Directions:
Return the data exactly, with all pictures removed.

The data:
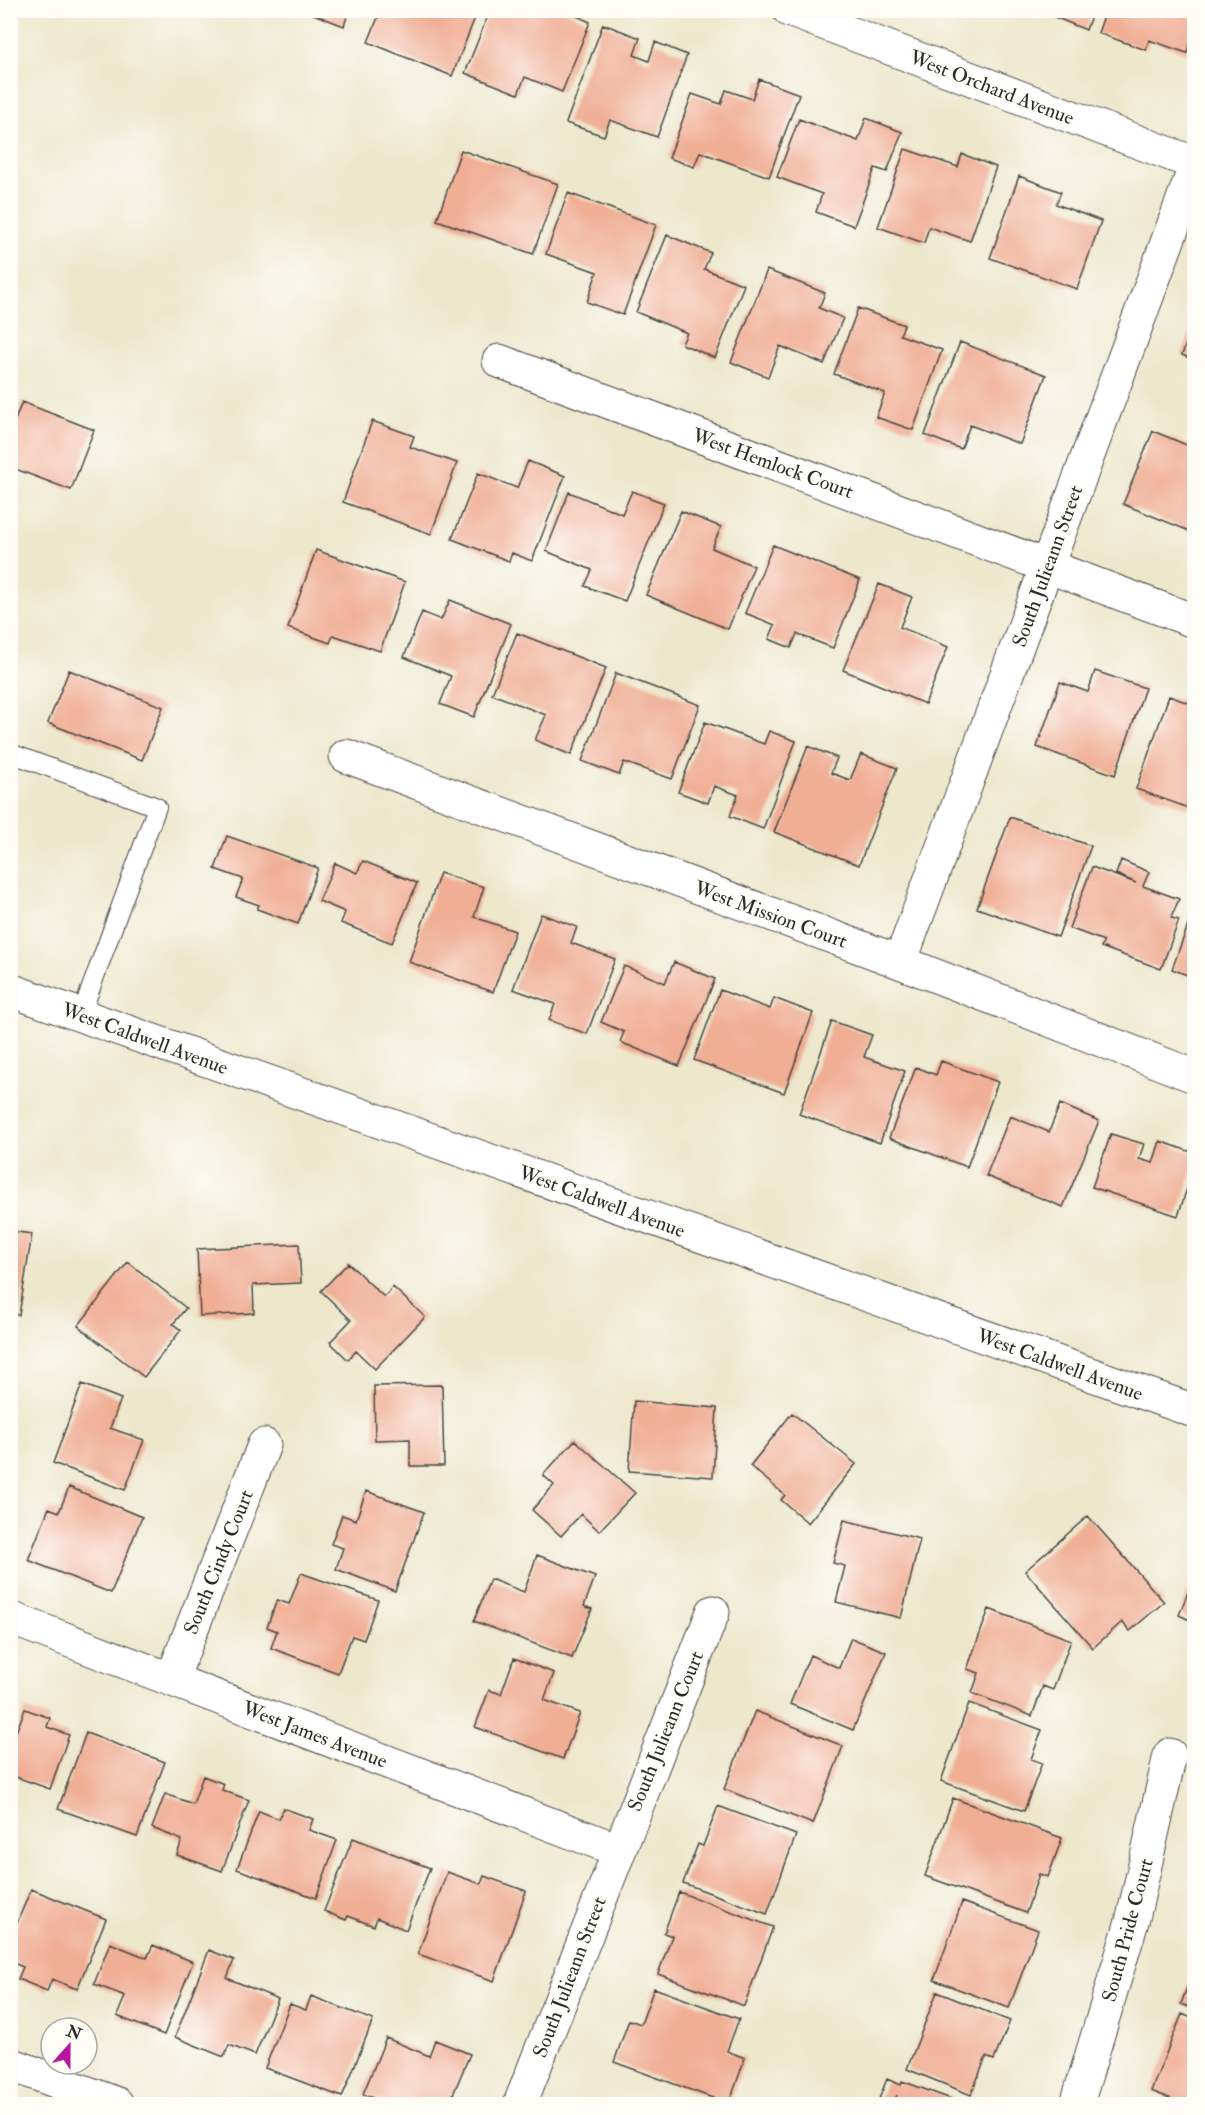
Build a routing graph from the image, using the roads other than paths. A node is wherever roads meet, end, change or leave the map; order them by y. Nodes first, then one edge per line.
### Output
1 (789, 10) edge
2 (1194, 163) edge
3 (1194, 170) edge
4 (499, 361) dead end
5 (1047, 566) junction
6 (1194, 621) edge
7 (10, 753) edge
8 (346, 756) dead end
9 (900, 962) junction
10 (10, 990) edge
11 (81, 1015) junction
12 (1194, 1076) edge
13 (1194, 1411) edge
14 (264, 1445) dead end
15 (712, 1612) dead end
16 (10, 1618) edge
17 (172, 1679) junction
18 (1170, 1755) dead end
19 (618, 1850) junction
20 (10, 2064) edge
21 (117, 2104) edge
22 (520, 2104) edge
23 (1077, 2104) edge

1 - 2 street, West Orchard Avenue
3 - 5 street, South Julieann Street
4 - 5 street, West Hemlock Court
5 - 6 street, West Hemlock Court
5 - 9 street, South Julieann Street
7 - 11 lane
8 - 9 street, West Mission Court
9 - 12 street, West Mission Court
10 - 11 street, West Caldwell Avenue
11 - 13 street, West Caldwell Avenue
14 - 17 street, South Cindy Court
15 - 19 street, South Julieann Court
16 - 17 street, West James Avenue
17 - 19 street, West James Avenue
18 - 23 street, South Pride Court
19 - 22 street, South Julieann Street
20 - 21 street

Exercise answer:
Build a routing graph from the image, using the roads other than paths. A node is wherever roads meet, end, change or leave the map; order them by y. Nodes first, then one edge per line.
### Output
1 (789, 10) edge
2 (1194, 163) edge
3 (1194, 170) edge
4 (499, 361) dead end
5 (1047, 566) junction
6 (1194, 621) edge
7 (10, 753) edge
8 (346, 756) dead end
9 (900, 962) junction
10 (10, 990) edge
11 (81, 1015) junction
12 (1194, 1076) edge
13 (1194, 1411) edge
14 (264, 1445) dead end
15 (712, 1612) dead end
16 (10, 1618) edge
17 (172, 1679) junction
18 (1170, 1755) dead end
19 (618, 1850) junction
20 (10, 2064) edge
21 (117, 2104) edge
22 (520, 2104) edge
23 (1077, 2104) edge

1 - 2 street, West Orchard Avenue
3 - 5 street, South Julieann Street
4 - 5 street, West Hemlock Court
5 - 6 street, West Hemlock Court
5 - 9 street, South Julieann Street
7 - 11 lane
8 - 9 street, West Mission Court
9 - 12 street, West Mission Court
10 - 11 street, West Caldwell Avenue
11 - 13 street, West Caldwell Avenue
14 - 17 street, South Cindy Court
15 - 19 street, South Julieann Court
16 - 17 street, West James Avenue
17 - 19 street, West James Avenue
18 - 23 street, South Pride Court
19 - 22 street, South Julieann Street
20 - 21 street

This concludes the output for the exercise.